The partnership between the product marketer and product manager is key because they have joint ownership over a set of numbers that they agree to hit together. While some people will push back on this, saying that it’s critical to have only one person be accountable, our teams have done well with this model.
Having all product marketers report into one head of product marketing is also crucial because it helps to maintain consistency across multiple products. Without this throughline, you risk accidentally shipping your org chart, meaning you go to market as multiple products instead of a single, cohesive platform which is how the customer experiences your product.

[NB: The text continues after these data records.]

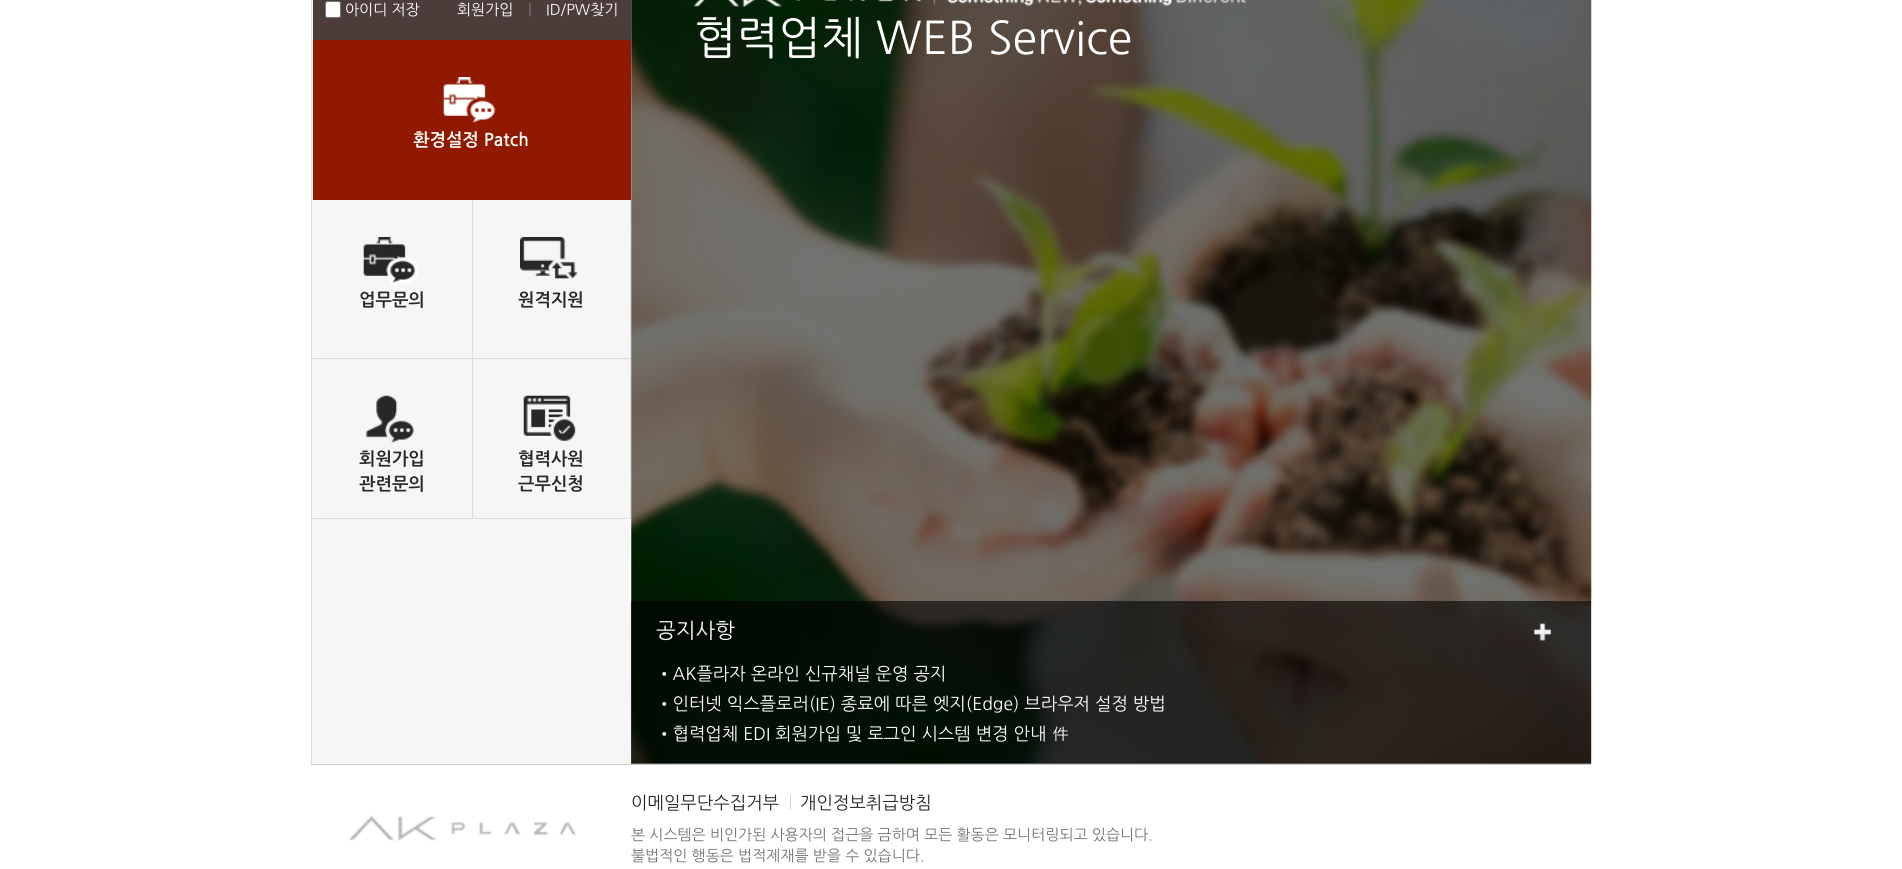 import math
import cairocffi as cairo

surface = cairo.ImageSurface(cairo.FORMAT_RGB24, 1902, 869)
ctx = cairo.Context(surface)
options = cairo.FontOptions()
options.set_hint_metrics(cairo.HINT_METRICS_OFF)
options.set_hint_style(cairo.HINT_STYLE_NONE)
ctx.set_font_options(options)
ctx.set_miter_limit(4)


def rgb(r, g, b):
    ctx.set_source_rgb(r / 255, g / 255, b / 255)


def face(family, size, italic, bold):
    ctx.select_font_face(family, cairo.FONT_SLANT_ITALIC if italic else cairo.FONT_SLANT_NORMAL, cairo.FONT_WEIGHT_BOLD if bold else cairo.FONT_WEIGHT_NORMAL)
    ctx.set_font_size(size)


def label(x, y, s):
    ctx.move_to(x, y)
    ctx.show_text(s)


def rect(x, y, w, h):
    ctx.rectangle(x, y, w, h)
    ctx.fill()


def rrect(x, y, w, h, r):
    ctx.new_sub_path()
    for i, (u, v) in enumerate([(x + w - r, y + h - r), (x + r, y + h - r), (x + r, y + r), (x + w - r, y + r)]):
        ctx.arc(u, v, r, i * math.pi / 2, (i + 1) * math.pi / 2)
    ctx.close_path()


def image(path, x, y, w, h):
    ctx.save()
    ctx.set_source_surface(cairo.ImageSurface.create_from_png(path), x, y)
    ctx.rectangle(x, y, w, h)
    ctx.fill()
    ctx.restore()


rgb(255, 255, 255)
ctx.paint()
rgb(246, 246, 246)
rect(312, 0, 319, 764)
rgb(220, 220, 220)
rect(311, 0, 1, 764)
rgb(76, 61, 58)
rect(313, 0, 318, 40)
rgb(255, 255, 255)
rrect(325.5, 1.5, 15, 16, 2)
ctx.fill_preserve()
rgb(118, 118, 118)
ctx.set_line_width(1)
ctx.stroke()
face('NanumGothic', 15, 0, 0)
rgb(255, 255, 255)
label(345, 15, '아이디 저장')
label(457, 15, '회원가입')
rgb(130, 119, 117)
label(528, 15, '|')
rgb(255, 255, 255)
label(546, 15, 'ID/PW찾기')
rgb(144, 25, 0)
rect(313, 40, 318, 160)
image('image0.png', 443, 77, 53, 46)
face('NanumGothic', 17.5, 0, 1)
rgb(255, 255, 255)
label(413, 146, '환경설정 Patch')
image('image1.png', 363, 237, 55, 49)
ctx.save()
ctx.rectangle(313, 200, 160, 159)
ctx.clip()
ctx.rectangle(311.5, 199.5, 161, 159)
rgb(220, 220, 220)
ctx.stroke()
ctx.restore()
rgb(39, 39, 39)
label(359, 306, '업무문의')
image('image2.png', 520, 237, 58, 42)
ctx.save()
ctx.rectangle(473, 200, 158, 159)
ctx.clip()
ctx.rectangle(471.5, 199.5, 159, 159)
rgb(220, 220, 220)
ctx.stroke()
ctx.restore()
label(518, 306, '원격지원')
image('image3.png', 366, 395, 48, 48)
ctx.save()
ctx.rectangle(313, 359, 160, 160)
ctx.clip()
ctx.rectangle(311.5, 358.5, 161, 160)
rgb(220, 220, 220)
ctx.stroke()
ctx.restore()
label(359, 465, '회원가입')
label(359, 490, '관련문의')
image('image4.png', 523, 395, 53, 46)
ctx.save()
ctx.rectangle(473, 359, 158, 160)
ctx.clip()
ctx.rectangle(471.5, 358.5, 159, 160)
rgb(220, 220, 220)
ctx.stroke()
ctx.restore()
label(518, 465, '협력사원')
label(518, 490, '근무신청')
image('image5.png', 631, 0, 961, 764)
image('image6.png', 693, 0, 554, 7)
face('NanumGothic', 45, 0, 0)
rgb(255, 255, 255)
label(694, 54, '협력업체 WEB Service')
ctx.set_source_rgba(0, 0, 0, 0.6)
rect(631, 601, 960, 163)
face('NanumGothic', 21, 0, 0)
rgb(255, 255, 255)
label(656, 638, '공지사항')
image('image7.png', 1534, 623, 17, 18)
face('NanumGothic', 17.5, 0, 0)
label(656, 680, '•AK플라자 온라인 신규채널 운영 공지')
label(656, 710, '•인터넷 익스플로러(IE) 종료에 따른 엣지(Edge) 브라우저 설정 방법')
label(656, 740, '•협력업체 EDI 회원가입 및 로그인 시스템 변경 안내')
face('Dotum', 17.5, 0, 0)
label(1052, 740, '件')
rgb(204, 204, 204)
rect(311, 764, 1280, 1)
face('NanumGothic', 17.5, 0, 0)
rgb(39, 39, 39)
label(631, 809, '이메일무단수집거부')
rgb(212, 211, 211)
rect(790, 795, 1, 15)
rgb(39, 39, 39)
label(800, 809, '개인정보취급방침')
image('image8.png', 348, 815, 228, 26)
face('NanumGothic', 15, 0, 0)
rgb(116, 116, 116)
label(631, 840, '본 시스템은 비인가된 사용자의 접근을 금하며 모든 활동은 모니터링되고 있습니다.')
label(631, 861, '불법적인 행동은 법적제재를 받을 수 있습니다.')
surface.write_to_png('render.png')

The marketing landscape continues to evolve, sometimes in anticipated ways, and sometimes in unexpected ways. And while data will always be the backbone of a lot of marketing strategy, people are starting to embrace the fact that you can’t measure everything or attribute every single dollar and every single action. Over several years, we’ve learned that attribution is something you improve, not something you solve.
That said, we’re definitely doing better on a lot of fronts. We may need to update John Wanamaker’s famous quote, “Half the money I spend on advertising is wasted; the trouble is I don’t know which half.” With access to data and the technology to analyze it, we have been able to reduce wasted ad dollars.
Still, we know enough now to realize we’ll never be able to perfectly model exactly where a sale came from. We have to get comfortable with the messiness of the real-life marketplace and get brave enough to try out different attribution schemes. We have to stop making the mistake of sticking with faulty attribution models that we know are wrong just because they deliver neat and tidy results—like the last-click models that fail to accurately address a purchase journey that has an average of six touch points.
Eventually, you’ll do something like use last-click attribution to give social media credit for a sale that actually came from search, and then increase your spend on social and fail to get the incremental sales you expected. That’s not a winning strategy.
So, don’t expect data to solve all your problems. Don’t deny the messiness that is modern-day marketing. But do test what you’re doing to see what works for your business. The more comfortable you are operating in a dynamic environment, the more successful you’ll be.